Анна Егоровна оторвалась на минутку, чтобы внести нужные изменения в обед, Люба пошла полоскаться и душиться в ее комнату, а мужчины приводили себя в порядок у Степана Кузьмича. И скоро все, чистые, душистые, самодовольные, уже сидели вокруг белоснежного стола, на котором благоухала какая-то совершенно необыкновенная окрошка и красовались — несмотря на торжественно предписанную трезвость — разные бутылки с водками и винами. Тут же лежал огромный Мустафа, имевший три золотых медали, и в его умных глазах стояла печаль.
— Ну а мобилизации не боишься? — наливая всем холодной водки, спросил шутя Степан Кузьмич Ваню.
— Нет. Все улажено… — отвечал тот, прожевывая какую-то удивительную рыбку. — Как директор не подлежу.
— Да ведь вы на оборону не работаете?
— Стали работать. Для меня. Материи защитного цвета.
— И вполне безопасно?
— Вполне. Для защиты отечества тяжел.
— Эдак все бы отяжелели!
— Их дело. Пусть устраиваются.
— А на это лето никуда? — спросила Анна Егоровна Любу.
— Нет, хочу прокатиться в Кисловодск… Вот и дядя Вася собирается.
— Ах, старичок, старичок, пора бы тебе и о душе подумать… — пошутил Степан Кузьмич.
— И думаю, и думаю…
— Думаешь ты о девочках…
— А что же? И девчоночек Господь сотворил… — сказал старичок. — Мы с девчоночками живем по-милому, по-хорошему. Жалеют они меня, старичка. Сударушки вы мои, для чего и на свете-то вольном жить, как не для своего собственного удовольствия? Нет, нет, я вот лучше красненького…
— Поедемте и вы… — сказала Люба. — Вот Ваня и отвез бы нас всех на машине прямо до места…
— Ой нет, куда там… — вяло проговорила Анна Егоровна. — Пылища, жарища… Нет, я ни за что!
— Распускаешься ты, вот что я скажу тебе, сестрица… — сказала, смеясь, Люба. — Разве можно жить этой вашей провинциальной коровьей жизнью? Спите, едите, зеваете…
— И я не поеду… — протелеграфировал Ваня. — Предполагается пробег Москва — Томск.

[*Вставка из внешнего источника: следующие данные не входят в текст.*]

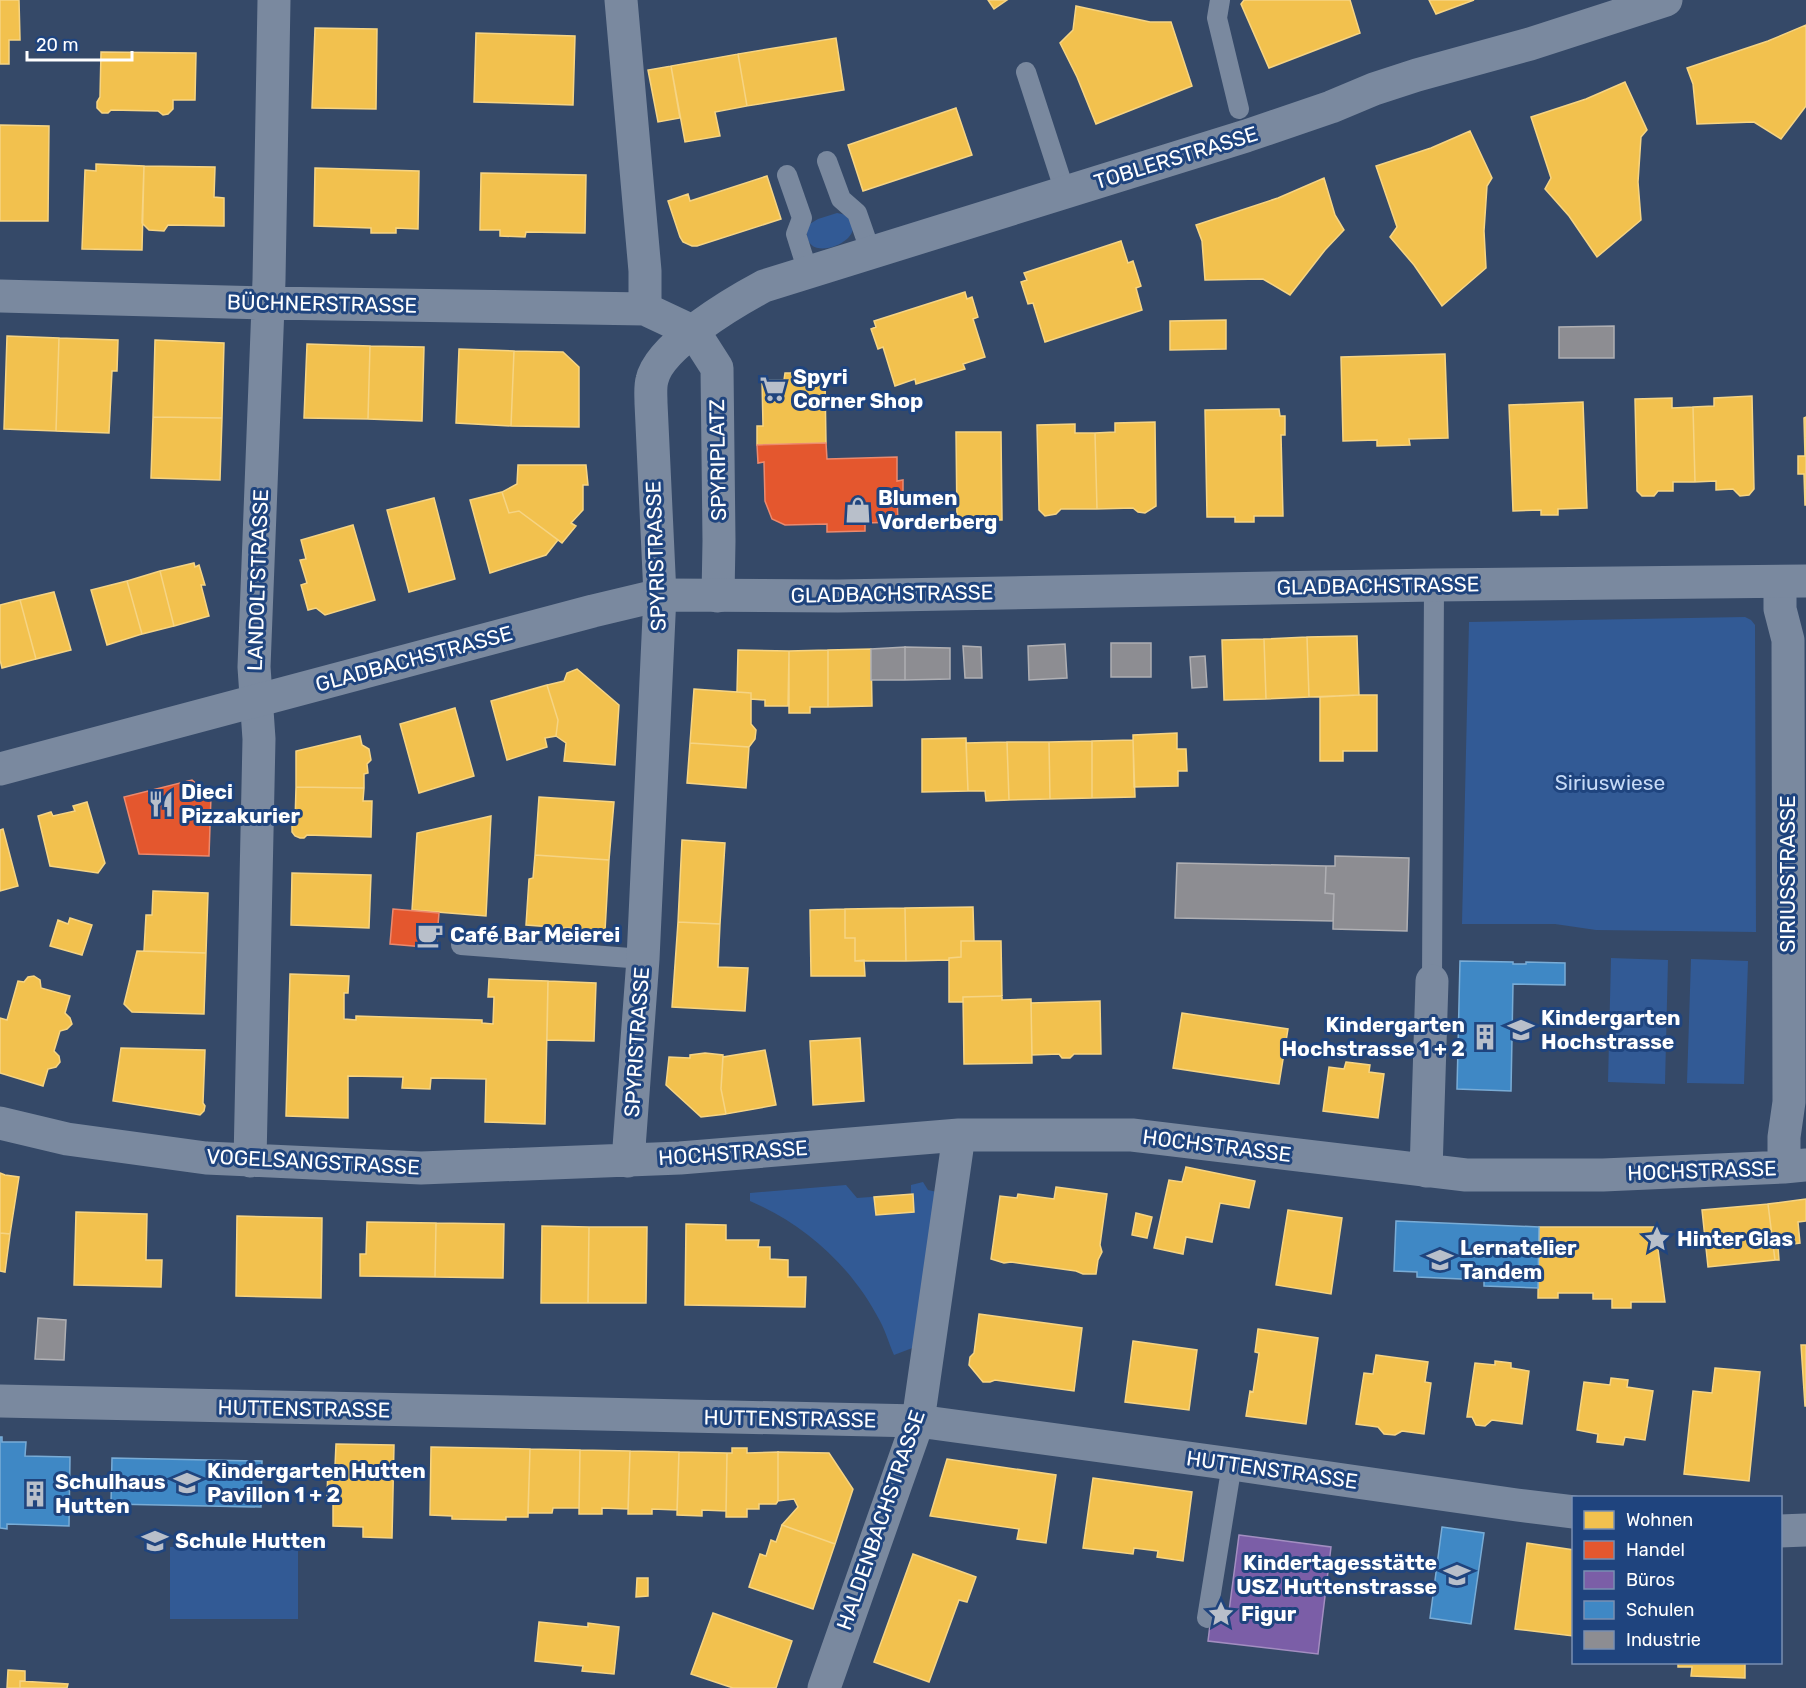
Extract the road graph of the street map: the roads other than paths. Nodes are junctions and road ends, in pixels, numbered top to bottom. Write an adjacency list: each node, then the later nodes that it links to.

— Смотри, не сломай головы… Мужичишки теперь сердитые, черти… — сказал Степан Кузьмич.
— Нет. Я с графом Пустозерским. Поберегут. У него связи.

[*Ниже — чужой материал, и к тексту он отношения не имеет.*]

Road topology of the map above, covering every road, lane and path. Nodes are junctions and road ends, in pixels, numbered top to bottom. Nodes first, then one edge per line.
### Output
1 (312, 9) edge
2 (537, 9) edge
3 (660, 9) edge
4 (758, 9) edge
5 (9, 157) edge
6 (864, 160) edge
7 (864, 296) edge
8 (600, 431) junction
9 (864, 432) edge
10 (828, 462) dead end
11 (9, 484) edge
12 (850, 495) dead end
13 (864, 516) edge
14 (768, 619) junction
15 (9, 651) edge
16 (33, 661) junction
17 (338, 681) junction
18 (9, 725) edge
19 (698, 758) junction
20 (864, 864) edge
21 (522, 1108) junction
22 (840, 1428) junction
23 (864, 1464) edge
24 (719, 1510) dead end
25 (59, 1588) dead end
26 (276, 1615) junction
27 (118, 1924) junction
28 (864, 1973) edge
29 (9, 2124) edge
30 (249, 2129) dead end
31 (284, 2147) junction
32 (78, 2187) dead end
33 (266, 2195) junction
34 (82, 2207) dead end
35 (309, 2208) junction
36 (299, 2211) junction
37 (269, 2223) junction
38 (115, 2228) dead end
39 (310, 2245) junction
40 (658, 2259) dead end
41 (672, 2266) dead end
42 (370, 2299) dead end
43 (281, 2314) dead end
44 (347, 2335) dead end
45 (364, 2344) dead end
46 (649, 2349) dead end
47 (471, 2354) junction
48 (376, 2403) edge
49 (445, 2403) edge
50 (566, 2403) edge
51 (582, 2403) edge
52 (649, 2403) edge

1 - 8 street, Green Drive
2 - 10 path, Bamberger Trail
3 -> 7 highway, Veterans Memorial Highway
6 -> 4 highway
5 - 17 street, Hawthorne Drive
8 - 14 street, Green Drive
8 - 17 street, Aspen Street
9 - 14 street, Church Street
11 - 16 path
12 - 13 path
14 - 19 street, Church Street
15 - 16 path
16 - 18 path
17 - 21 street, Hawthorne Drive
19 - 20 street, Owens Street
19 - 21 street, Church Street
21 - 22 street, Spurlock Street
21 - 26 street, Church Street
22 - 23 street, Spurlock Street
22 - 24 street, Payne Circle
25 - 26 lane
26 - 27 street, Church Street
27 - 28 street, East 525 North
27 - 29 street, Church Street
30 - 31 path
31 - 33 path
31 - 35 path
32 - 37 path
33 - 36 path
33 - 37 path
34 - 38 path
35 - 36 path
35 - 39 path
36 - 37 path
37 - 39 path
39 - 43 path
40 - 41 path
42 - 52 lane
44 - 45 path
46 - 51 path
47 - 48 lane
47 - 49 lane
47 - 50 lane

И была удивительная лососина, и ростбиф, и цыплята, и спаржа, и всякие вина. Лица раскраснелись, языки развязались, и глаза заблестели. Вдали у реки свистел паровоз. У чугунной решетки торчали любопытные, и у них текли слюнки. А Степан Кузьмич, как только замечал за густыми кустами эти фигуры любопытных, невольно поднимал диапазон выше, громче говорил, громче смеялся и возглашал во всеуслышание:
— А ну, еще шампанчику!
— Ого! — воскликнула Люба, вдруг заметив павлина. — Давно?
— Разве ты его раньше не видала? Давно… Правда, хорош?
— Нет, я не люблю их… — глотая холодный покалывающий огонь вина, отвечала Люба. — У них ужасно неинтеллигентные морды…
И она рассыпалась серебристым смехом.
Павлин взлетел опять на забор, дико вскрикнул и вдруг распустил свой хвост…
— Ого! — сказал кто-то за забором почтительно.
— А ну, еще шампанчику! — сияя, проговорил Степан Кузьмич.